Ka Ni Kanichihk provides “healing, support services, and training opportunities for women, youth, families and young men who want to change their lives.”

“We do this through a number of Indigenous-led prevention and intervention programs that help children, youth, women, men, and families heal, succeed and become leaders,” the organization said on their website.

Leslie Spillett, who is one of the founders of Ka Ni Kanichihk, said that since opening in 2001 the organization’s current 8,700 square foot building at 455 McDermot Ave. has been far too small. A new building built on the same grounds will now add an additional 14,200 square feet worth of space.

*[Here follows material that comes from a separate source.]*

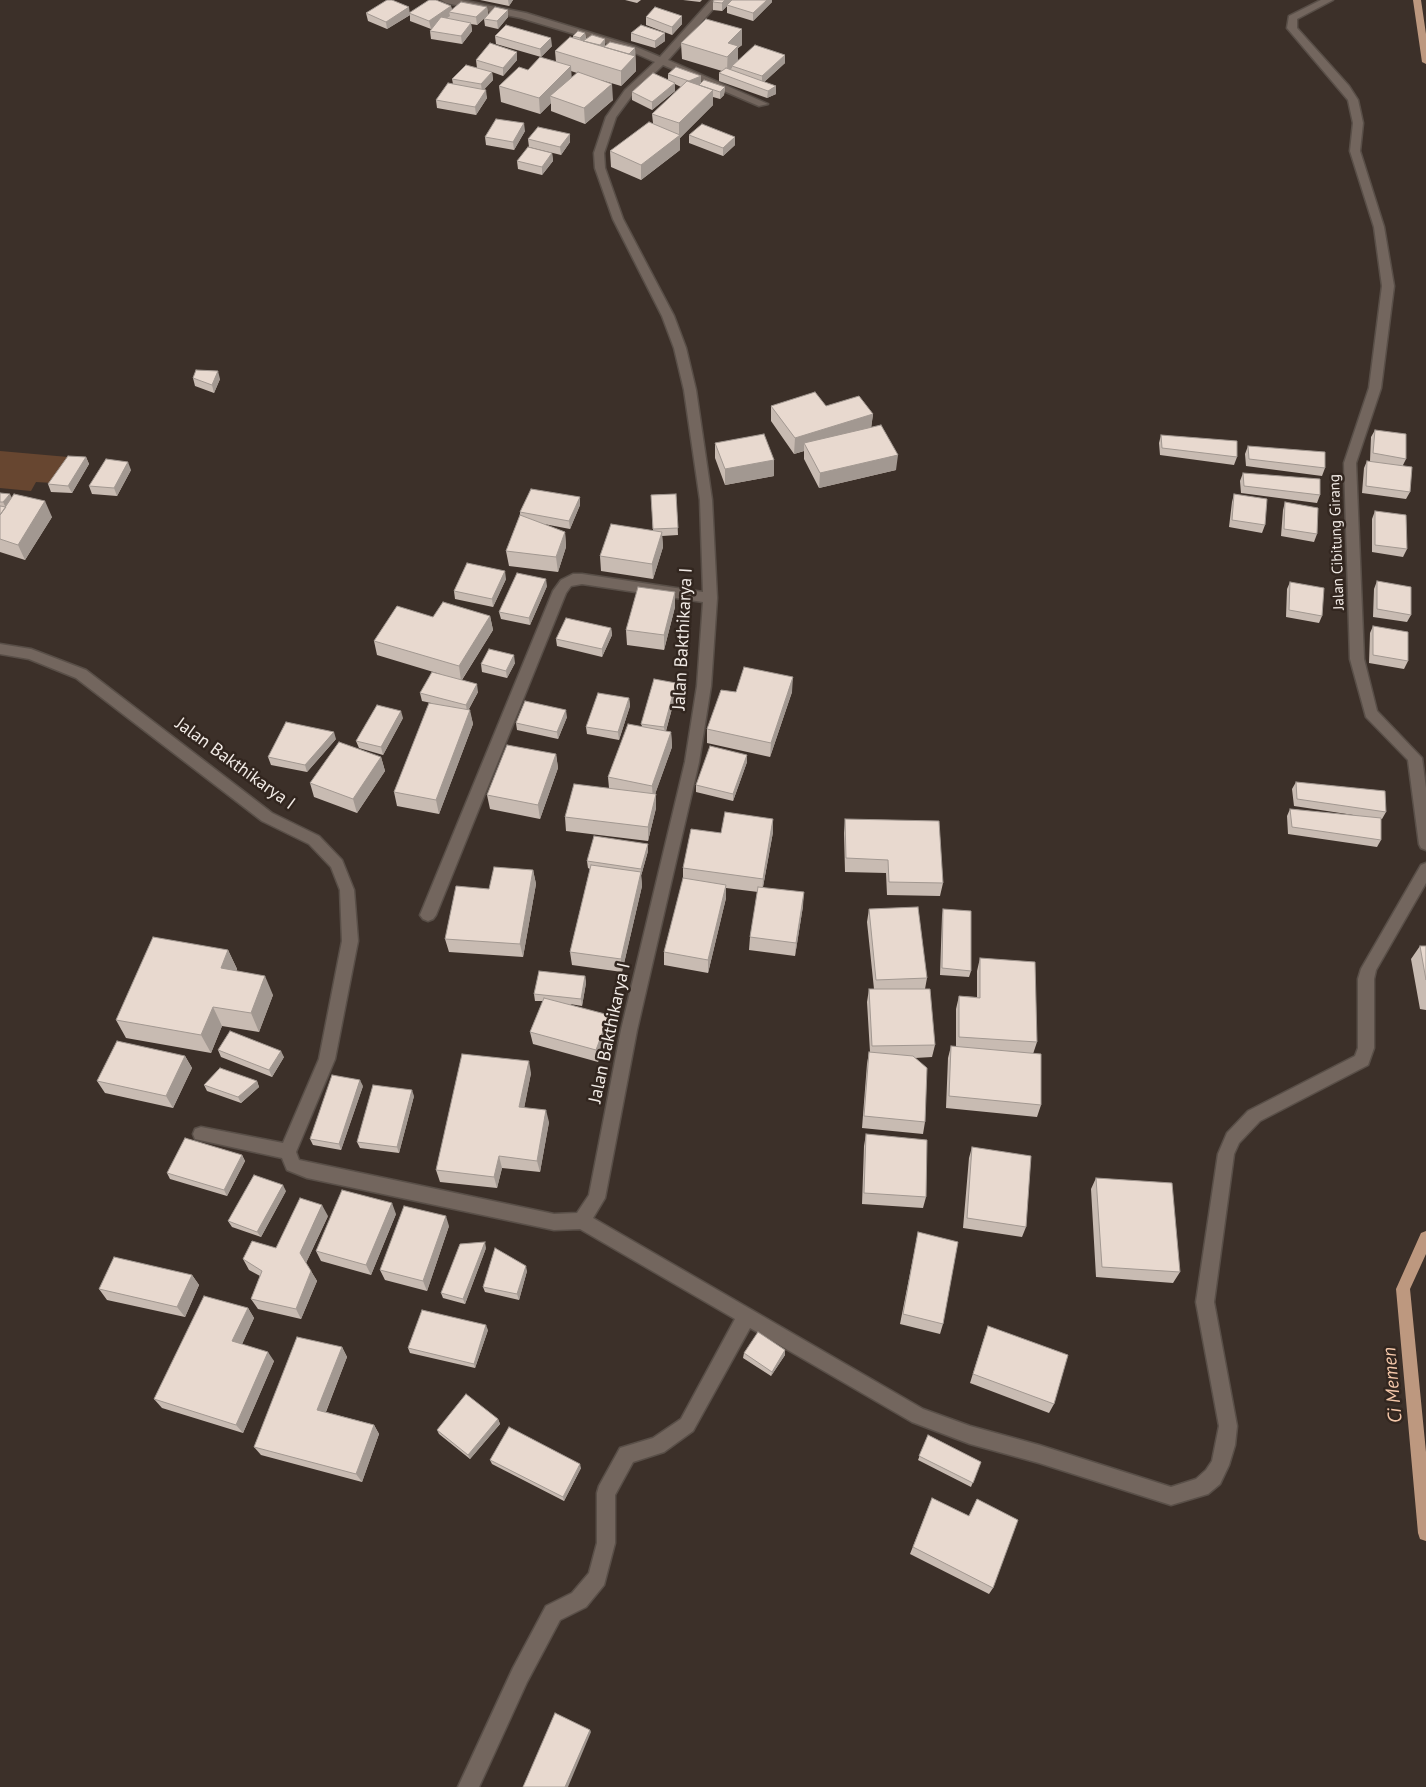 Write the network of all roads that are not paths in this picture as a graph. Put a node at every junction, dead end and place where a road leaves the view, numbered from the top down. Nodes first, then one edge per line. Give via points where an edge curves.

“Almost from the time we opened our doors to the community in 2001, the space was too small to meet the number of community members who wanted to attend programming. We knew then that our space would have to grow someday,” Spillett said.

“With Winnipeg’s Indigenous population growing so quickly, there is an urgent need for additional training programs, more healing opportunities for youth and families, and an accessible, safe community gathering place all centred around ceremony and Indigenous ways of being.

“We’re so excited that after years of envisioning and planning, the expansion of Ka Ni Kanichihk’s existing home is finally moving forward.”

Construction is now expected to start in late 2021 on Ka Ni Kanichihk’s new building.

At Thursday’s unveiling of the building’s design, a virtual tour revealed plans for new cultural and training areas and an expanded daycare with 48 spaces.

The building will also include a community kitchen, cultural gathering space, counselling spaces, drop-in and healing spaces, and an outdoor community hub, and all designs will “reflect Indigenous ways of being, connections between indoors and the outside world, and the community’s need for a safe place to gather together.”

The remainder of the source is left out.